2014年「新・風土記」出雲大社奉納、2015年「天地の守護獣」大英博物館日本館永久展示、「遺跡の門番」クリスティーズに出品・落札。2016年「The Origin of Life」4ワールドトレードセンター常設展示…。競争が激しいアートの世界で、なぜ、いま小松美羽が評価を集めているのか?その理由を、話題の新刊『世界のなかで自分の役割を見つけること』の内容からお伝えしていく。

小松美羽 (こまつ・みわ)
現代アーティスト。1984年、長野県坂城町生まれ。銅版画やアクリル画、焼き物への絵付けなど幅広い制作スタイルから、死とそれを取り巻く神々、神獣、もののけを力強く表現している。2014年、出雲大社へ「新・風土記」を奉納。2015年、「天地の守護獣」の大英博物館日本館永久展示が決まる。2016年より「The Origin of Life」が4ワールドトレードセンターに常設展示される。2017年には、劇中画を手掛けた映画「花戦さ」が公開されたほか、SONY「Xperia」のテレビコマーシャルに出演。

「三年周期」で進めていく画家人生

 小学校のあとは中学、進学するならば高校、大学と続いていく。

 6年、3年、3年、2年もしくは4年。

 こうした区切りはたいていの人が意識しているけれど、大人になったらどうだろう?

 気がついたら1年が終わっていて、今年と来年の境目を感じたのは大晦日やお正月だけ。今年も来年も再来年も、なんとなく区切りがなく日々が積み重なっていく。

 そんな人は多いのではないだろうか。

 阿久悠さんのトリビュートアルバムのジャケットを描かせていただき、画家としての仕事が始まったあと、私は3年周期を意識するようになった。

 1年目=覚醒
 2年目=進化
 3年目=達成

 この3ステップでいろいろなことをして、魂も成長させていくのだ。

 覚醒の年には、文字通り目覚める。魂と目を開いて、3年間かけて達成に向かう。計画をつくり、行動する。

 2年目はそれを進化させて、具体的にさまざまなことをする。

 3年目になれば達成なので、しっかりと3年間の集大成の形をつくりあげる。

 そのためには覚醒と進化が大切で、達成したら、そこでいったんリセット。さらにパワーをあげて次の年は新しい覚醒がまた始まる。

 こうした3年周期を意識すると、自分も成長していけるし、日々を無駄にせず、使命をまっとうすることができる。

 厳密に1月1日が年の始めというわけではなくて、私はなんとなく「秋が変わり目」という感覚がある。

 最初に三年周期を意識したのが2010年。これを覚醒とするのなら、2011年は進化の年だ。

 2011年は3月11日に東日本大震災があった。

 発生後しばらくは、節電しなければいけないと思いながらテレビやインターネットで被災地の1日1日を知り、祈り、絵を描いていた。

 この年はまた、メディアの露出が突然増えて、NHK BSの旅番組「旅のチカラ」の仕事でウガンダに行かせていただいた。

 ニューヨークアート強化合宿もこの年で、あれは私の意識の革命だったから、やはり進化の年だったのだろう。

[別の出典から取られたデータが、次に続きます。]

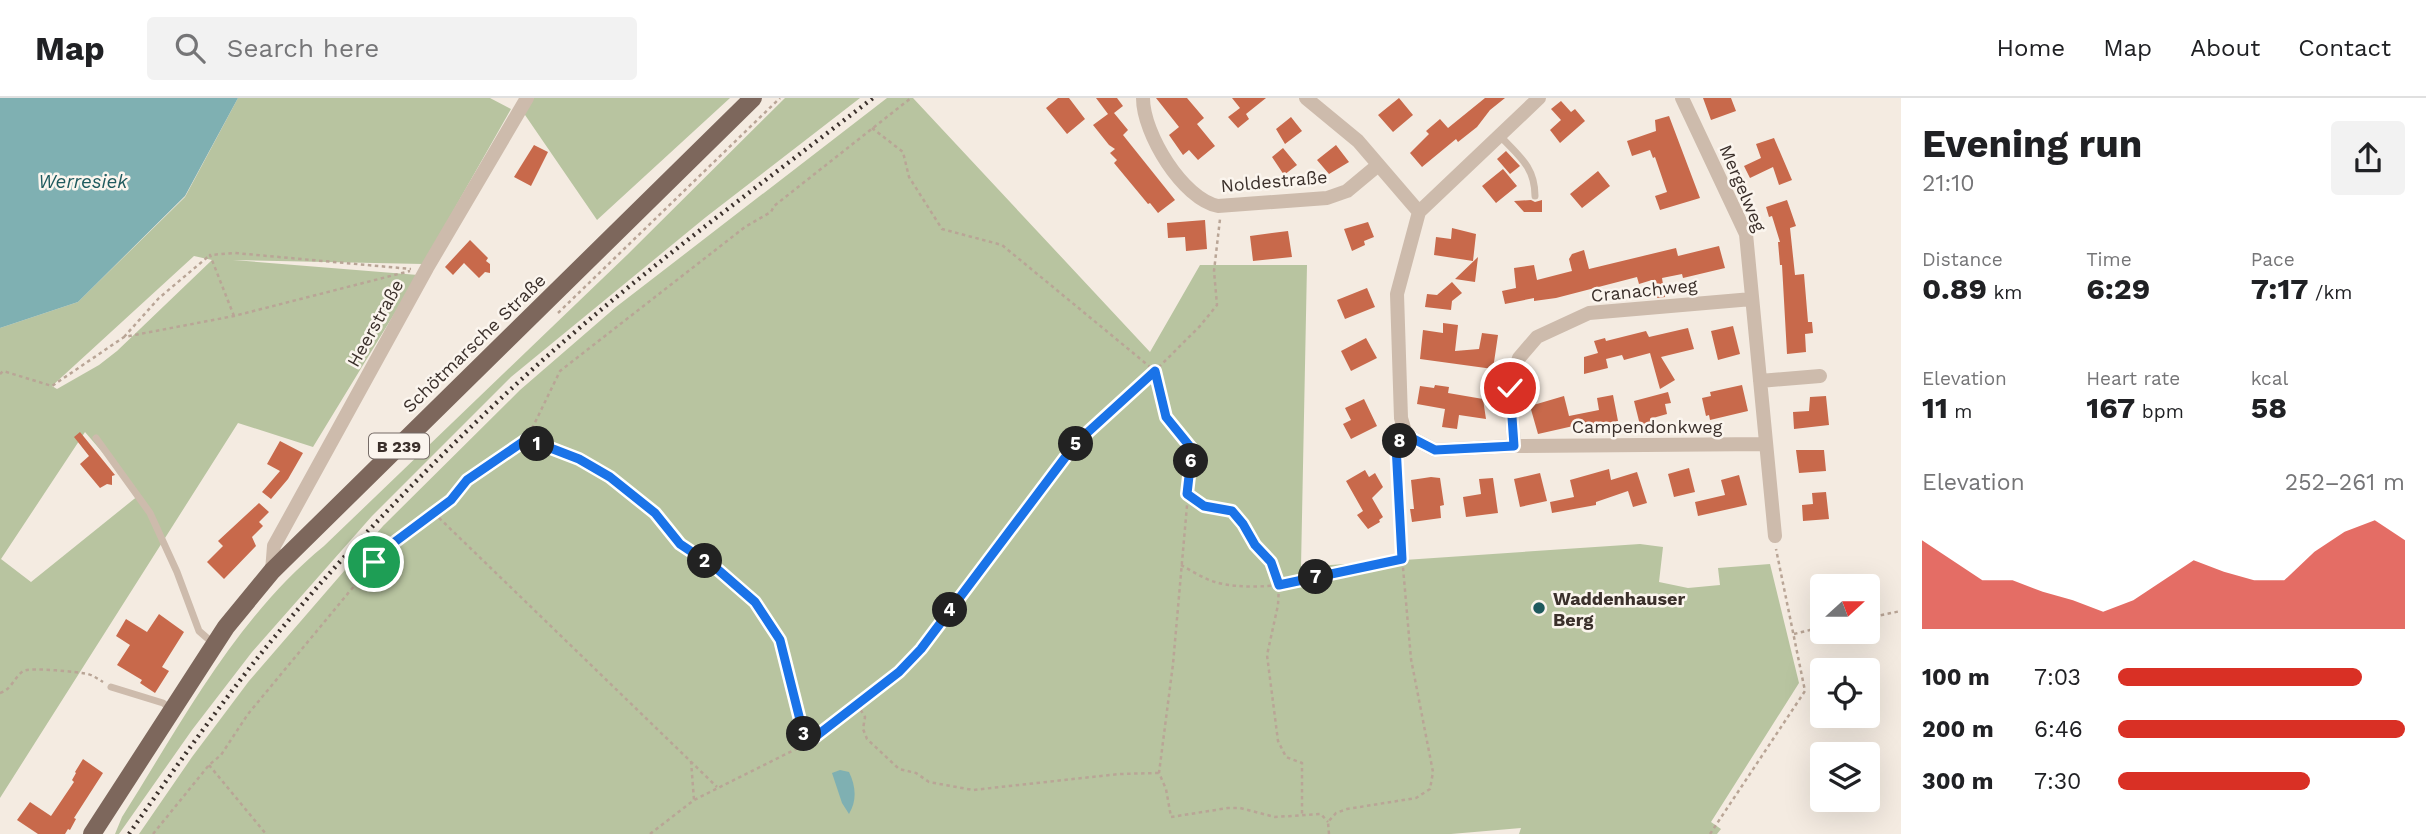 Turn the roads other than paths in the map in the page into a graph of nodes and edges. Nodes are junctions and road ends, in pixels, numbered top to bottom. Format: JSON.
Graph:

 2012年は坂城町で初個展、善光寺参道の北野美術館別館でも個展。色を用いた屏風絵「秘仏・宇宙」はこの3年周期の達成であり、今思うと、達成したから、我が子のような「四十九日」の原版を切断する勇気が持てたのだ。

 そして、伊勢神宮で「目」というモチーフを授かったのも大きな達成だ。

 2013年は新たな覚醒。銅版画から、色彩豊かな一点物を描いていこうと心に決めた年だった。

 2014年の進化は、何と言っても出雲大社で色を授かったことだと思う。それが2015年に大英博物館に「天地の守護獣」が所蔵されるという達成につながったのだ。

 クリスティーズ香港に出品した「遺跡の門番」が落札されたのも、世界で認められることの第一歩だろう。

 2016年はまた新たな覚醒。ニューヨーク「WATERFALL GALLERY」で開かれた「A SUSTAINING LIFE」に参加し、私は世界の人に伝わる絵を描こうと意識し始めた。

 ニューヨークの日本クラブでライブペイントも行い、その際の作品が4ワールドトレードセンターに飾られることになった。旧ワールドトレードセンターは、2001年のアメリカ同時多発テロで破壊された場所だ。

 私が描く神獣たちが、平和への祈りとなるなら、今こそ役割を果たさなければならないという目覚めだった。

 そして2017年は、春にまず、紀尾井町の個展「神獣 〜エリア21〜」。秋は10月に台北でのアートフェアに参加、12月に「Whitestone Gallery Taipei」で個展をし、トータル来場者数は3万人以上。

 台湾のヤフーに「小松」と打ち込むと予想検索で「小松美羽」が出るようになったほどの反響で、日本やアメリカとはまた違う、熱風みたいなパワーを感じた。

 日本からアジアに舞台が広がったのは大きな進化だ。

 そして、この本が出る2018年は、1月に北京で開催されたアートアワード「Tian Gala 天辰 2017」で、「Young Artist of the Year 2017」を受賞するという一つの達成があった。

 これからさらにどんな達成があるかが楽しみであり、さらに気を引き締めて進んでいく。

 そして、2019年から新たな三年周期が始まる。オリンピック開催年が進化の年にあたるから、何かありそうな気がしている。

 覚醒、進化、達成。

 このリズムを意識してみると、一年一年をいっそう大切にすごすことができる。